TASK DIRECTIONS:
The job is to output each record exactly as it stands, pictures excluded.

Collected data
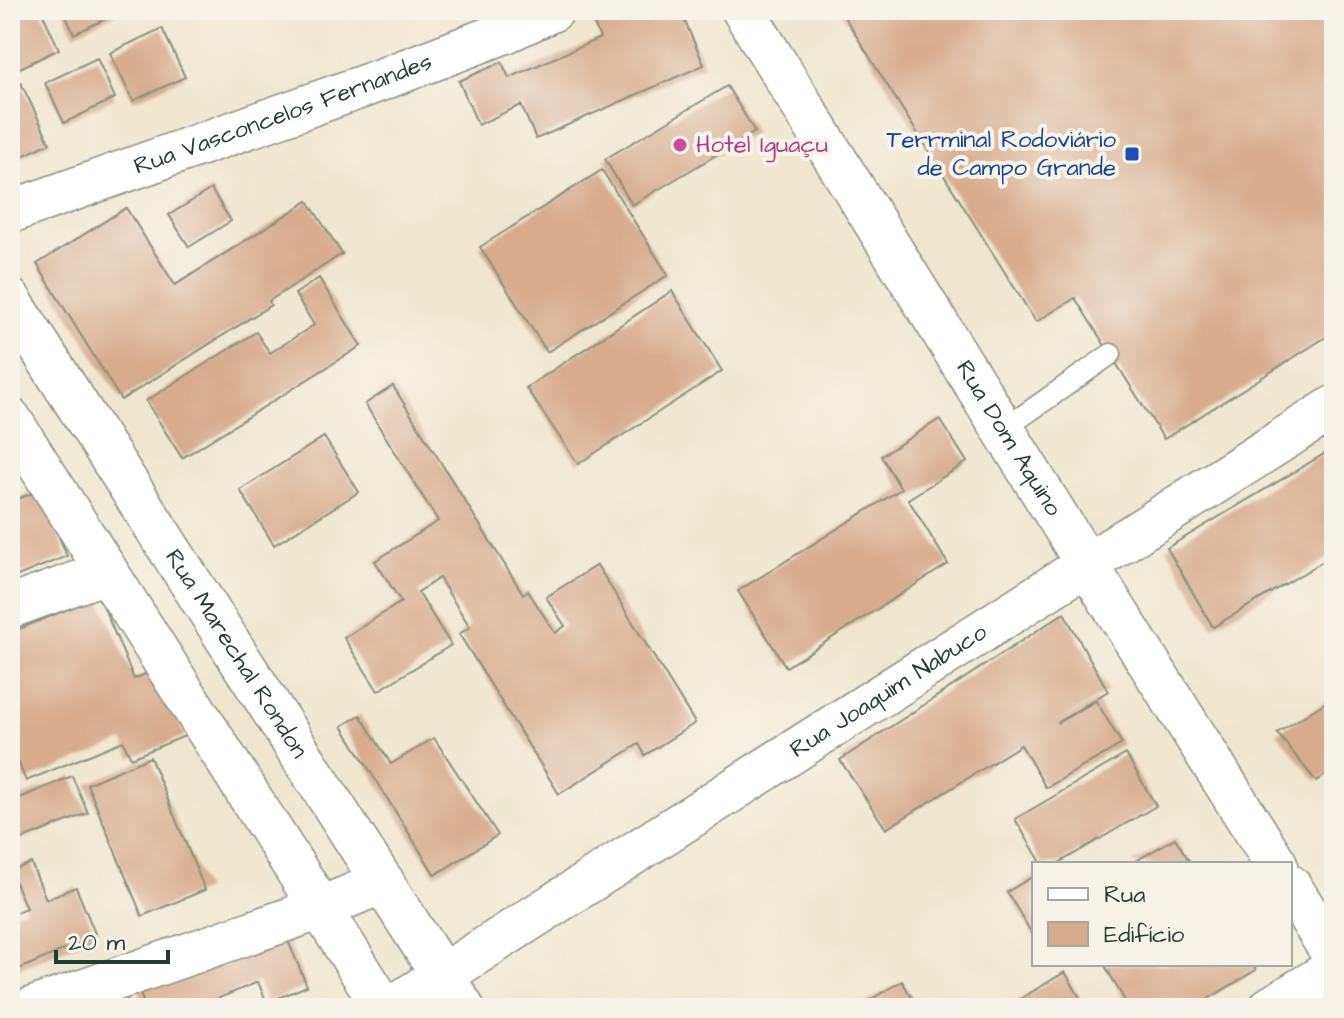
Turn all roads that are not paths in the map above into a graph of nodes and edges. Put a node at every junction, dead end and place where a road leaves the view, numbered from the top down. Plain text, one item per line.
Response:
1 (553, 10) edge
2 (754, 14) edge
3 (10, 212) edge
4 (10, 300) edge
5 (1111, 354) dead end
6 (1334, 407) edge
7 (10, 419) edge
8 (1004, 429) junction
9 (1086, 563) junction
10 (106, 572) junction
11 (10, 607) edge
12 (1275, 862) edge
13 (383, 882) junction
14 (1292, 889) edge
15 (321, 908) junction
16 (1334, 956) edge
17 (1334, 969) edge
18 (453, 991) edge
19 (33, 1008) edge
20 (384, 1008) edge
21 (391, 1008) edge
22 (1270, 1008) edge

1 - 3 street, Rua Vasconcelos Fernandes
2 - 8 street, Rua Dom Aquino
4 - 13 street, Rua Marechal Rondon
5 - 8 lane
6 - 9 street, Rua Joaquim Nabuco
7 - 10 street
8 - 9 street, Rua Dom Aquino
9 - 12 street, Rua Dom Aquino
9 - 18 street, Rua Joaquim Nabuco
10 - 11 street
10 - 15 street
13 - 15 street
13 - 18 street, Rua Marechal Rondon
14 - 16 street
15 - 19 street
15 - 20 street
17 - 22 street
18 - 21 street, Rua Joaquim Nabuco

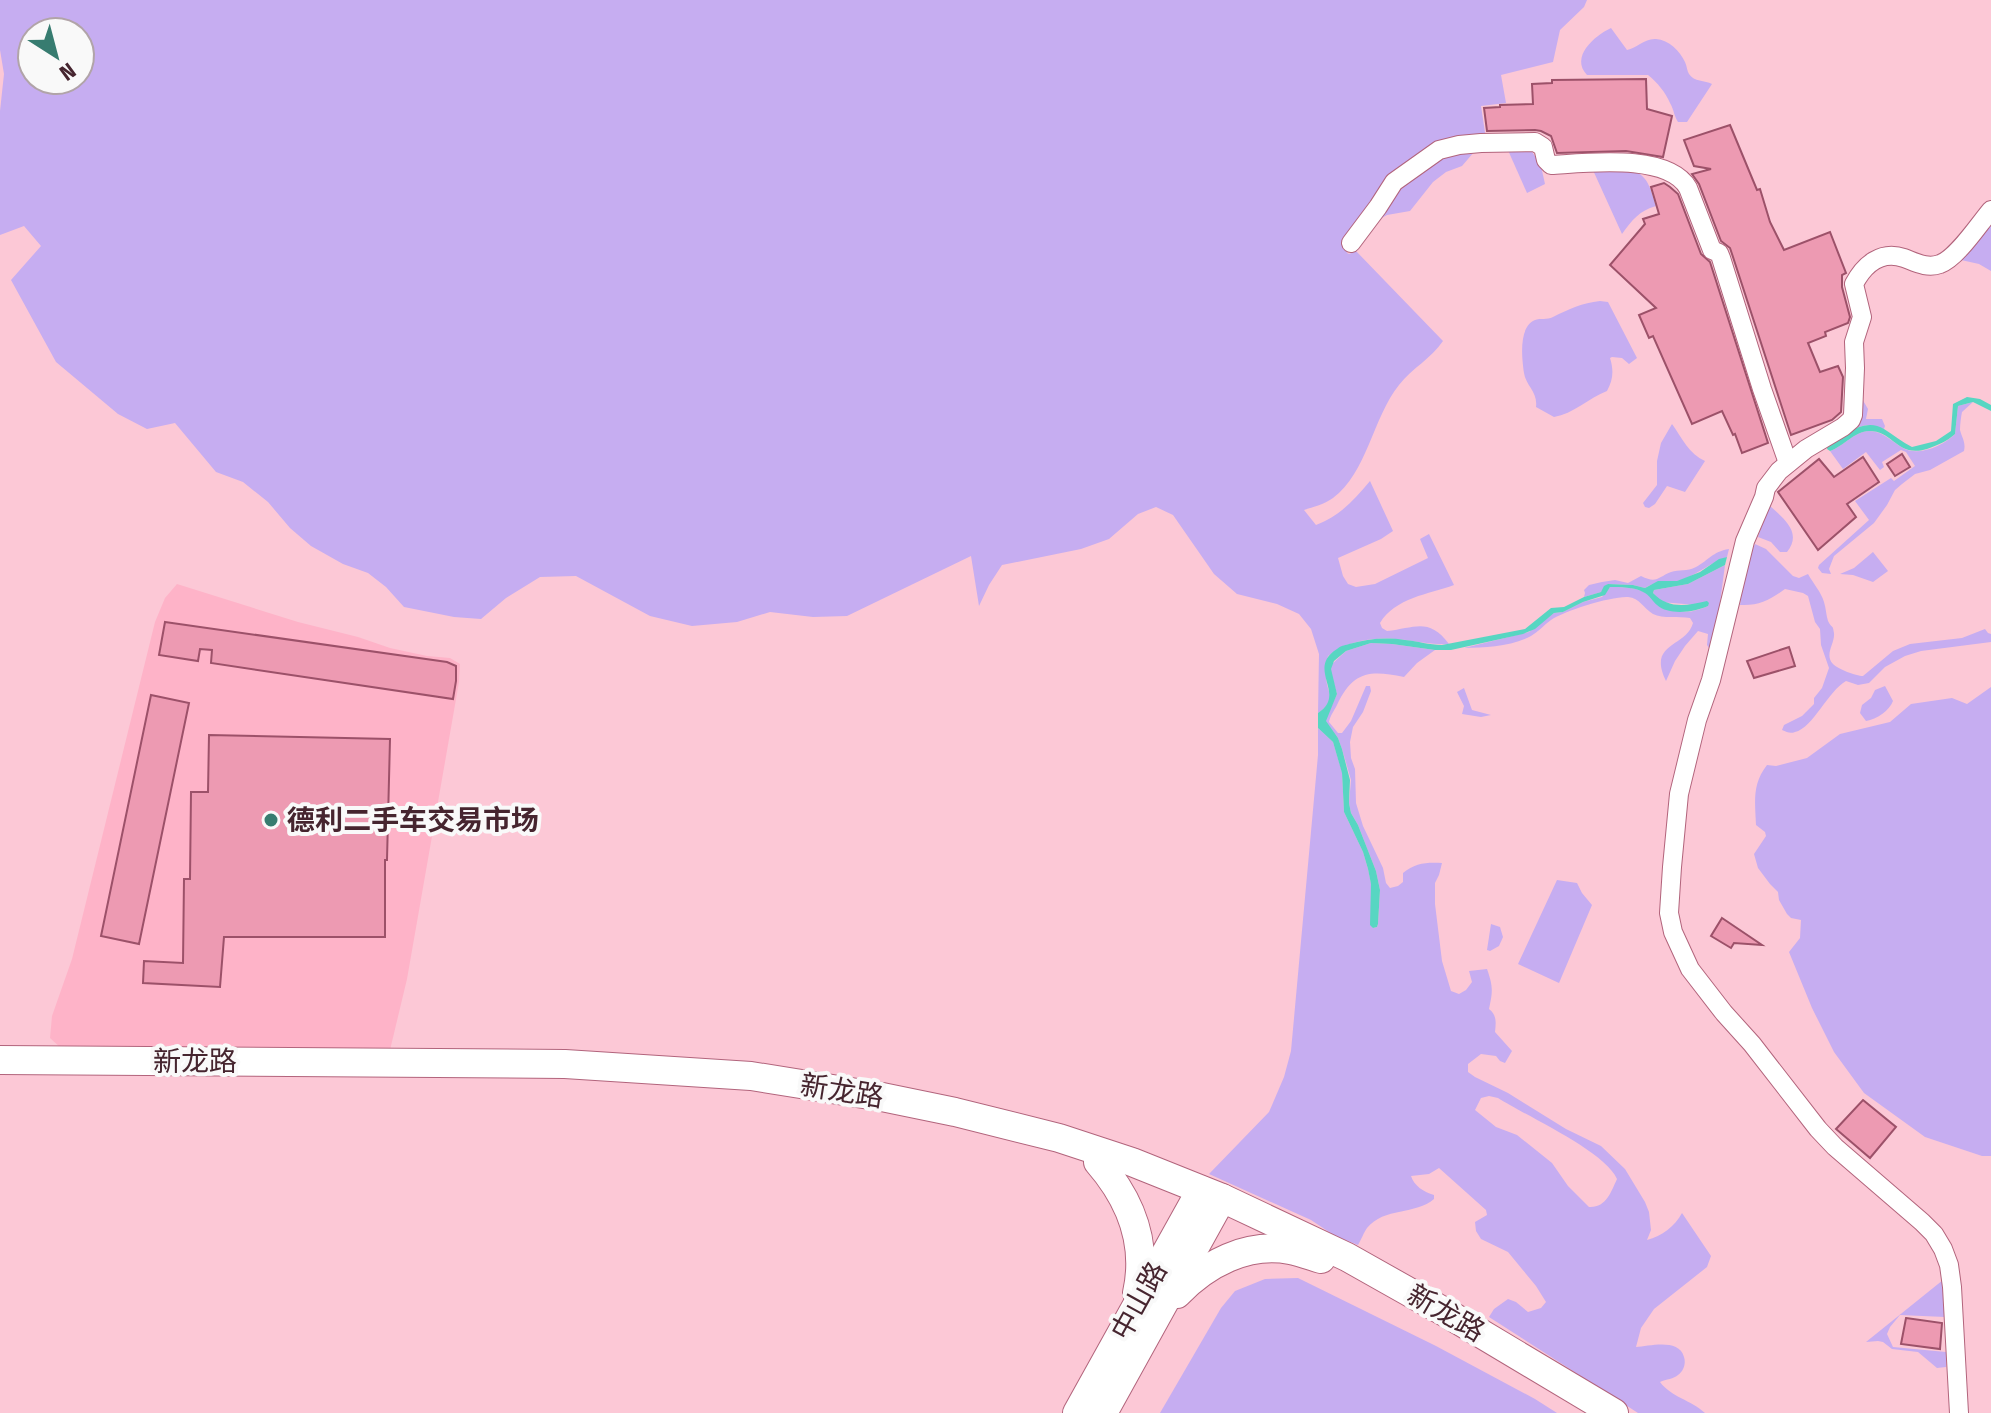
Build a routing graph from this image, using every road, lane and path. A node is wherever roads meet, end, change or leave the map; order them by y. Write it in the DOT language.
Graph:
graph roads {
  1 [pos="1991,210"];
  2 [pos="1351,243"];
  3 [pos="1788,463"];
  4 [pos="0,1060"];
  5 [pos="0,1069"];
  6 [pos="1098,1162"];
  7 [pos="1208,1199"];
  8 [pos="1342,1265"];
  9 [pos="1143,1317"];
  10 [pos="1077,1413"];
  11 [pos="1103,1413"];
  12 [pos="1598,1413"];
  13 [pos="1614,1413"];
  14 [pos="1959,1413"];
  1 -- 3 [label="street"];
  2 -- 3 [label="street"];
  3 -- 14 [label="street"];
  4 -- 7 [label="main road, 新龙路"];
  5 -- 6 [label="main road, 新龙路"];
  6 -- 7 [label="main road, 新龙路"];
  6 -- 9 [label="main road"];
  7 -- 8 [label="main road, 新龙路"];
  7 -- 9 [label="main road, 中山路"];
  7 -- 13 [label="main road, 新龙路"];
  8 -- 9 [label="main road"];
  8 -- 12 [label="main road, 新龙路"];
  9 -- 10 [label="main road, 中山路"];
  9 -- 11 [label="main road, 中山路"];
}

EXERCISE OUTPUT:
Turn all roads that are not paths in the map above into a graph of nodes and edges. Put a node at every junction, dead end and place where a road leaves the view, numbered from the top down. Plain text, one item per line.
Response:
1 (553, 10) edge
2 (754, 14) edge
3 (10, 212) edge
4 (10, 300) edge
5 (1111, 354) dead end
6 (1334, 407) edge
7 (10, 419) edge
8 (1004, 429) junction
9 (1086, 563) junction
10 (106, 572) junction
11 (10, 607) edge
12 (1275, 862) edge
13 (383, 882) junction
14 (1292, 889) edge
15 (321, 908) junction
16 (1334, 956) edge
17 (1334, 969) edge
18 (453, 991) edge
19 (33, 1008) edge
20 (384, 1008) edge
21 (391, 1008) edge
22 (1270, 1008) edge

1 - 3 street, Rua Vasconcelos Fernandes
2 - 8 street, Rua Dom Aquino
4 - 13 street, Rua Marechal Rondon
5 - 8 lane
6 - 9 street, Rua Joaquim Nabuco
7 - 10 street
8 - 9 street, Rua Dom Aquino
9 - 12 street, Rua Dom Aquino
9 - 18 street, Rua Joaquim Nabuco
10 - 11 street
10 - 15 street
13 - 15 street
13 - 18 street, Rua Marechal Rondon
14 - 16 street
15 - 19 street
15 - 20 street
17 - 22 street
18 - 21 street, Rua Joaquim Nabuco

Build a routing graph from this image, using every road, lane and path. A node is wherever roads meet, end, change or leave the map; order them by y. Write it in the DOT language.
Graph:
graph roads {
  1 [pos="1991,210"];
  2 [pos="1351,243"];
  3 [pos="1788,463"];
  4 [pos="0,1060"];
  5 [pos="0,1069"];
  6 [pos="1098,1162"];
  7 [pos="1208,1199"];
  8 [pos="1342,1265"];
  9 [pos="1143,1317"];
  10 [pos="1077,1413"];
  11 [pos="1103,1413"];
  12 [pos="1598,1413"];
  13 [pos="1614,1413"];
  14 [pos="1959,1413"];
  1 -- 3 [label="street"];
  2 -- 3 [label="street"];
  3 -- 14 [label="street"];
  4 -- 7 [label="main road, 新龙路"];
  5 -- 6 [label="main road, 新龙路"];
  6 -- 7 [label="main road, 新龙路"];
  6 -- 9 [label="main road"];
  7 -- 8 [label="main road, 新龙路"];
  7 -- 9 [label="main road, 中山路"];
  7 -- 13 [label="main road, 新龙路"];
  8 -- 9 [label="main road"];
  8 -- 12 [label="main road, 新龙路"];
  9 -- 10 [label="main road, 中山路"];
  9 -- 11 [label="main road, 中山路"];
}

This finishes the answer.